Do you want to know how to say gold-digger in Spanish? Recently, I made a post on our Learning Spanish Like Crazy Facebook Fan Page and I want to share it with you because it illustrates an interesting point.
How To Say Gold Digger In Spanish
Recently, I posted a pic of Kim Kardashian and Kanye West with the words “Mujer Interesada.” I then wrote “Today’s Spanish phrase of the day is ‘mujer interesada’ which means gold-digger.”
Someone responded to the post and asked wouldn’t “gold-digger” mean “buscadora de oro” and is “mujer interesada” a term that is only used in Colombia?
I then responded and wrote that “I have never heard the term ‘buscadora de oro’ used to refer to a woman who just wants a man for his money.
Before I made this post, I was also wondering if ‘mujer interesada’ is only a term that is used in Colombia.
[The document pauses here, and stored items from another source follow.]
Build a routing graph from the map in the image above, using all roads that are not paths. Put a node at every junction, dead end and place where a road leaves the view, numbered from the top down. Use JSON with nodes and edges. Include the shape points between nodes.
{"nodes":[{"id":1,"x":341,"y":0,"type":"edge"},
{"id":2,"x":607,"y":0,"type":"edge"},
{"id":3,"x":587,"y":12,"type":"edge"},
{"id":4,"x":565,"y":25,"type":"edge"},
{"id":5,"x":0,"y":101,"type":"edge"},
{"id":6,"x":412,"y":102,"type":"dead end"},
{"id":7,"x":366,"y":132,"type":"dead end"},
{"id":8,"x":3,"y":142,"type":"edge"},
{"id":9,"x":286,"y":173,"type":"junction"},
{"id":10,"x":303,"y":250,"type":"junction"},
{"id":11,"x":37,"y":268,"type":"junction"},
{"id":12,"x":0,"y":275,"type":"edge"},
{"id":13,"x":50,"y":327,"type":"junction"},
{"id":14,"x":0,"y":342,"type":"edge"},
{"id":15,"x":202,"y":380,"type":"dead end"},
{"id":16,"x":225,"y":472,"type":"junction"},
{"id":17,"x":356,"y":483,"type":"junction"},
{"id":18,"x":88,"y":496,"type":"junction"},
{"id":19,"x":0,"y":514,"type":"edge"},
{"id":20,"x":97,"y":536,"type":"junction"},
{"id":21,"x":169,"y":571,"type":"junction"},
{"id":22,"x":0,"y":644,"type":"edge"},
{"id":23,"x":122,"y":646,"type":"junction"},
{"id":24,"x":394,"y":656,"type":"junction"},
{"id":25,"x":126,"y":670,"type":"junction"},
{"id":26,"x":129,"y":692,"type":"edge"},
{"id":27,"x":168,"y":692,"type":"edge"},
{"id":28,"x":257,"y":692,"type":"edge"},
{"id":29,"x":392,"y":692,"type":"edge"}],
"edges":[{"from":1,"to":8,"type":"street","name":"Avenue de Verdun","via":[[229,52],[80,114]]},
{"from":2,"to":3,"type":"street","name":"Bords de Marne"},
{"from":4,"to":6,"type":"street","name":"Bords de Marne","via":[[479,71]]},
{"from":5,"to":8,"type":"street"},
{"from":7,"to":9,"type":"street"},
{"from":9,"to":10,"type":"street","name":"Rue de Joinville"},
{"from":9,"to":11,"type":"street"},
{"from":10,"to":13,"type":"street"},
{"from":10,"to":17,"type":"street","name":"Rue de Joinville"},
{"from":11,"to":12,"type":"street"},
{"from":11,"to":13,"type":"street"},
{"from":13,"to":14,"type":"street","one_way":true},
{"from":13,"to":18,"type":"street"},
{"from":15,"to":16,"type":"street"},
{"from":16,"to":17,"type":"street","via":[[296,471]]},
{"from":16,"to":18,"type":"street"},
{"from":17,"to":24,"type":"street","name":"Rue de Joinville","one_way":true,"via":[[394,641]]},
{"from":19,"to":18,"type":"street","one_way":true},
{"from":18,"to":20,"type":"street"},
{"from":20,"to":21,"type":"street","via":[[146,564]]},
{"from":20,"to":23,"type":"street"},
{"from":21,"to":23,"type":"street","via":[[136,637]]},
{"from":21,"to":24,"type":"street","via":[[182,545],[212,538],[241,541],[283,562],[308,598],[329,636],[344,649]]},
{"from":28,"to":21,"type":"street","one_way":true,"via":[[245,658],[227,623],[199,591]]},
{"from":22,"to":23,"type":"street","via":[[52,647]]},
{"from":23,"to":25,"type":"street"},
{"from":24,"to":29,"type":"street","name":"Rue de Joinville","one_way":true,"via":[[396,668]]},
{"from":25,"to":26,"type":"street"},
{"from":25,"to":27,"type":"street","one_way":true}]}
So I did a little research and found an online forum post from a Mexican learning English who asked how would an American say ‘mujer interesada.’ The Americans responded ‘gold-digger.’ So apparently Mexicans also use the term ‘mujer interesada.'”
I then added, “Besides the English word ‘interested’ the Spanish word ‘interesado’ also means the English word ‘self-interested’ So the term ‘mujer interesada’ literally means a ‘self-interested woman’ — which is really what a gold-digger is.”
By the way, I did not post the pic to suggest that Kim Kardashian is, in fact, a “mujer interesada” or a gold-digger. I just thought it would be humorous to post a pic of her with Kanye West as an example of “una mujer interesada.
But the point that I want to illustrate is that Spanish and English are two completely different languages — with their own sayings and expressions. Sometimes you can literally translate an English expression to Spanish and find an equivalent expression in Spanish — and sometimes you cannot.
For example, the English expression “to play with fire” literally, means “jugar con fuego” in Spanish. And “jugar con fuego” happens to be a Spanish expression. On the other hand, “to beat a dead horse,” literally means “pegar un caballo muerto” in Spanish.
But in Spanish, the equivalent expression of “to beat a dead horse” is not “pegar un caballo muerto.” The equivalent expression of “to beat a dead horse” is “arar en el mar” — which literally means “to plow in the sea.”
So my advice is to approach learning Spanish in the same way that a child approaches learning a language. That is, without any preconceived notions about the language. Just keep an open mind and avoid the common mistake of trying to learning Spanish as if the Spanish language was created with English speakers in mind.